**Your goal**: Could you please output all of the data exactly, without the images?

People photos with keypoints
---*---
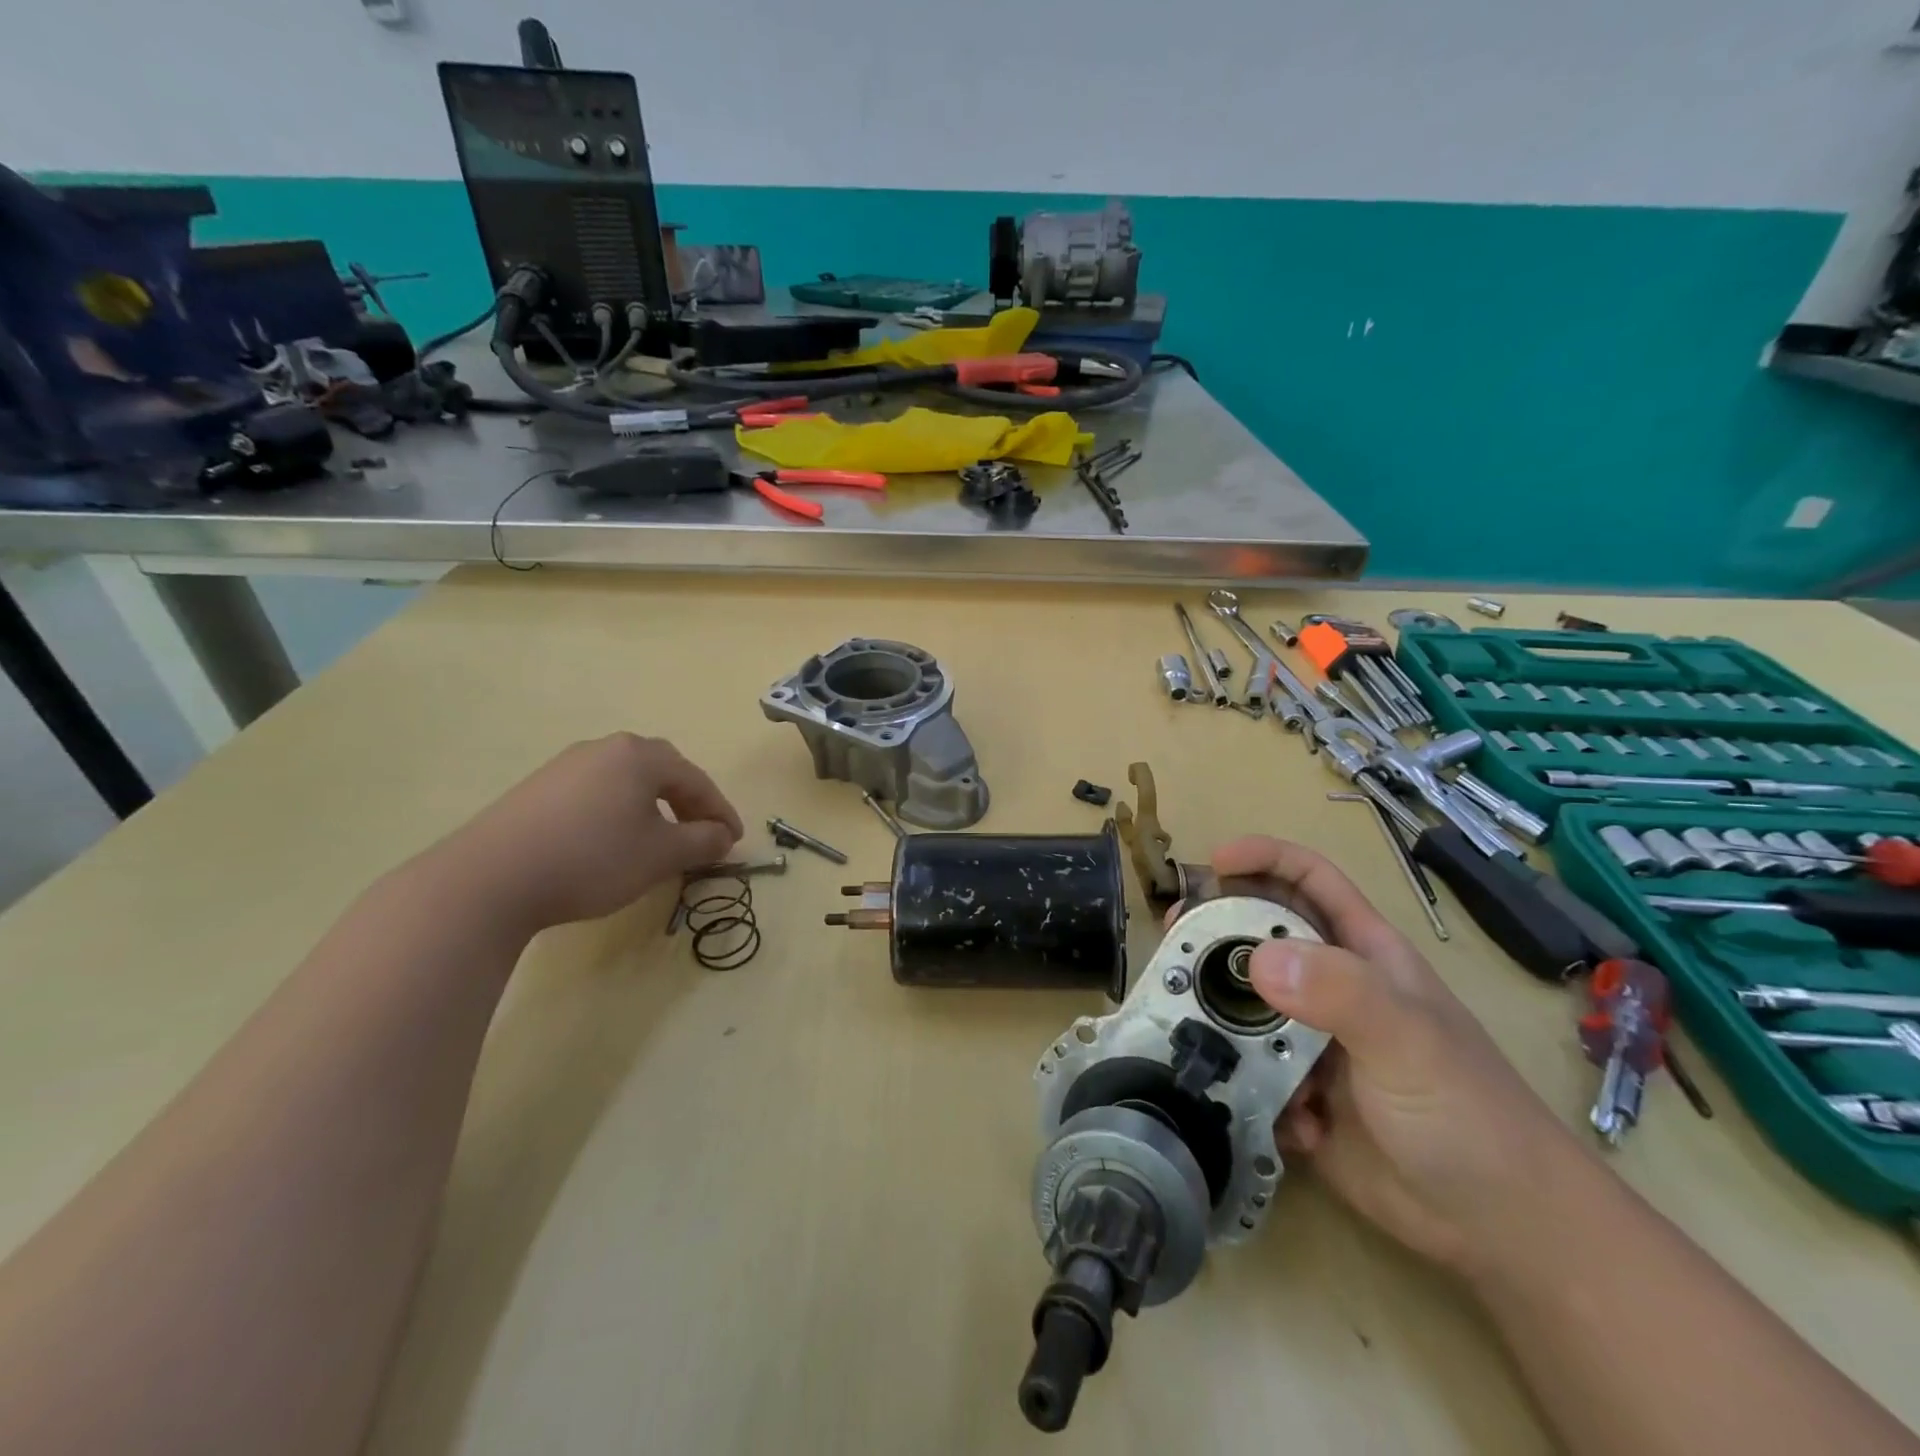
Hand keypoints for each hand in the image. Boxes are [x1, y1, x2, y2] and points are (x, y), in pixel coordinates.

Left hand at [451, 734, 743, 932]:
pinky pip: (596, 792)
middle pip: (662, 771)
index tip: (735, 840)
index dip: (721, 811)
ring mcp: (566, 765)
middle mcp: (604, 749)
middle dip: (688, 802)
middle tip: (702, 833)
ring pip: (627, 781)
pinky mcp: (538, 788)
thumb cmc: (592, 859)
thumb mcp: (660, 856)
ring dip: (653, 806)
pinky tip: (613, 841)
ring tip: (660, 839)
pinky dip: (619, 812)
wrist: (490, 878)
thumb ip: (702, 842)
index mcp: (639, 755)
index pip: (696, 779)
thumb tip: (723, 836)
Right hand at [1214, 836, 1575, 1275]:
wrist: (1500, 1229)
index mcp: (1362, 954)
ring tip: (1184, 1021)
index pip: (1309, 880)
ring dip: (1213, 1011)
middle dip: (1215, 930)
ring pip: (1241, 1004)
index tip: (1214, 860)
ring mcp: (1308, 1041)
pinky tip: (1260, 1107)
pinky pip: (1245, 1069)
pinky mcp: (1293, 1093)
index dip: (1264, 858)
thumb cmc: (1468, 1112)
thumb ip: (1340, 992)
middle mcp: (1329, 988)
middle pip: (1259, 936)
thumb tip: (1257, 958)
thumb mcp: (1409, 1039)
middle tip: (1173, 938)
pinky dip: (1240, 1081)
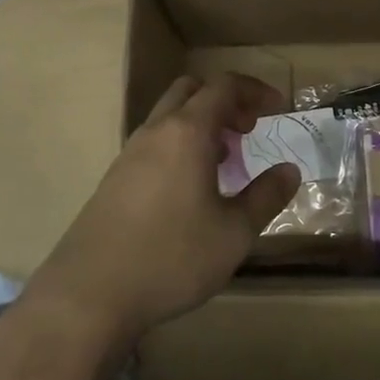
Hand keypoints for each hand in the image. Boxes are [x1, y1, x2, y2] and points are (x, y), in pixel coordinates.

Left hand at [21, 73, 301, 353]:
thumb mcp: (234, 233)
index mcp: (186, 132)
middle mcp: (155, 131)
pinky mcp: (114, 179)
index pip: (224, 86)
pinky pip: (154, 144)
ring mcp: (129, 154)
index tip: (278, 108)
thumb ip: (266, 196)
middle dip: (225, 102)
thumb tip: (290, 170)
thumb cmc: (172, 257)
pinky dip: (179, 147)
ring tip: (224, 164)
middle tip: (247, 131)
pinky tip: (190, 191)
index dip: (255, 90)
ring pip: (169, 117)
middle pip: (191, 91)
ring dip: (201, 126)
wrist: (89, 293)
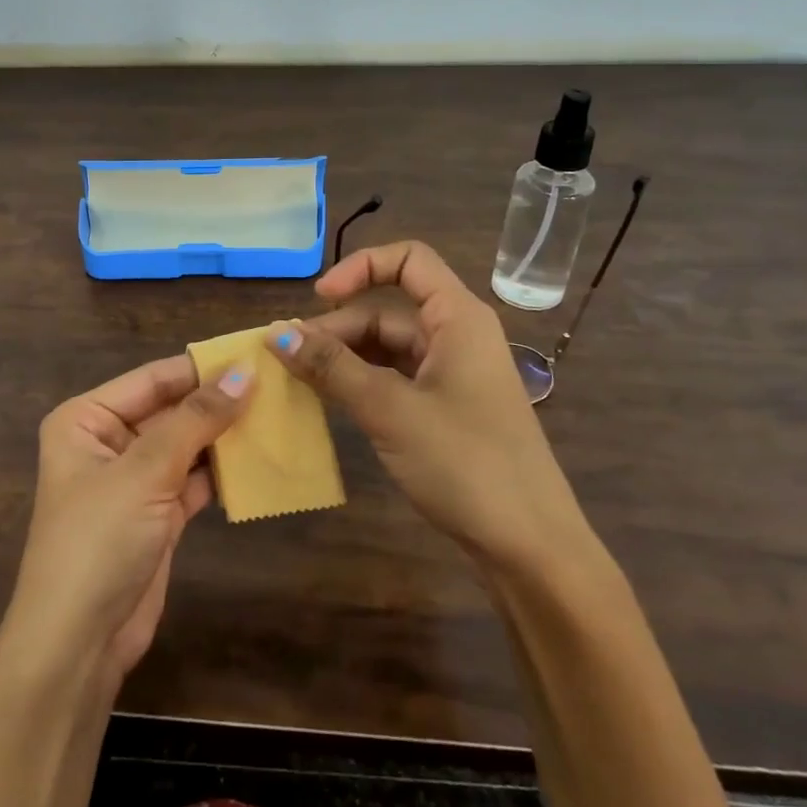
---*---
**Answer section**:
Hand keypoints for each hand in the image. Boxes are [x1, y1, x2, y2] and points are (x, y), in pixel coordinates.

Left hand at [451, 734, 743, 932]:
pinky pip: (596, 792)
middle pip: (662, 771)
index tip: (735, 840)
index dip: (721, 811)
ring mcp: (566, 765)
middle mcp: (604, 749)
middle dip: (688, 802)
middle tip: (702, 833)
ring pip: (627, 781)
pinky mcp: (538, 788)
thumb cmc: (592, 859)
thumb mcp: (660, 856)
ring dip: (653, 806)
pinky tip: (613, 841)
ring tip: (660, 839)
pinky dip: (619, 812)
wrist: (490, 878)
thumb ip: (702, 842)
index mcp: (639, 755)
index pip: (696, 779)
thumb tip: (723, 836)
Right hand at [1214, 836, 1575, 1275]:
wrist: (1500, 1229)
index mcp: (1362, 954)
ring tip: (1184, 1021)
index pip: (1309, 880)
ring dip: (1213, 1011)
middle dip: (1215, 930)
ring pip: (1241, 1004)
index tip: (1214, 860)
ring mcp: (1308, 1041)
pinky tip: (1260, 1107)
pinky pip: (1245, 1069)
pinky mcp: (1293, 1093)
index dip: (1264, 858)
thumb cmc: (1468, 1112)
thumb ip: (1340, 992)
middle mcp: (1329, 988)
middle pip: (1259, 936)
thumb tip: (1257, 958)
thumb mcp: (1409, 1039)
middle tip: (1173, 938)
pinky dip: (1240, 1081)
Hand keypoints for each hand in the image. Boxes are [x1, y1, x2, y2] and points are (x, y), in pixel coordinates.

Left hand at [21, 73, 301, 353]:
thumb mcp: (234, 233)
index mcp: (186, 132)
middle mcp: (155, 131)
pinky mcp: (114, 179)
index pip: (224, 86)
pinky pip: (154, 144)
ring mcp: (129, 154)
index tip: (278, 108)
thumb ip: (266, 196)
middle dip: (225, 102)
thumb tip: (290, 170)
thumb cmc: (172, 257)
pinky dip: (179, 147)
ring tip: (224, 164)
middle tip: (247, 131)
pinky tip: (190, 191)
index dip: (255, 90)
ring pip: (169, 117)
middle pip: (191, 91)
ring dip: (201, 126)
wrist: (89, 293)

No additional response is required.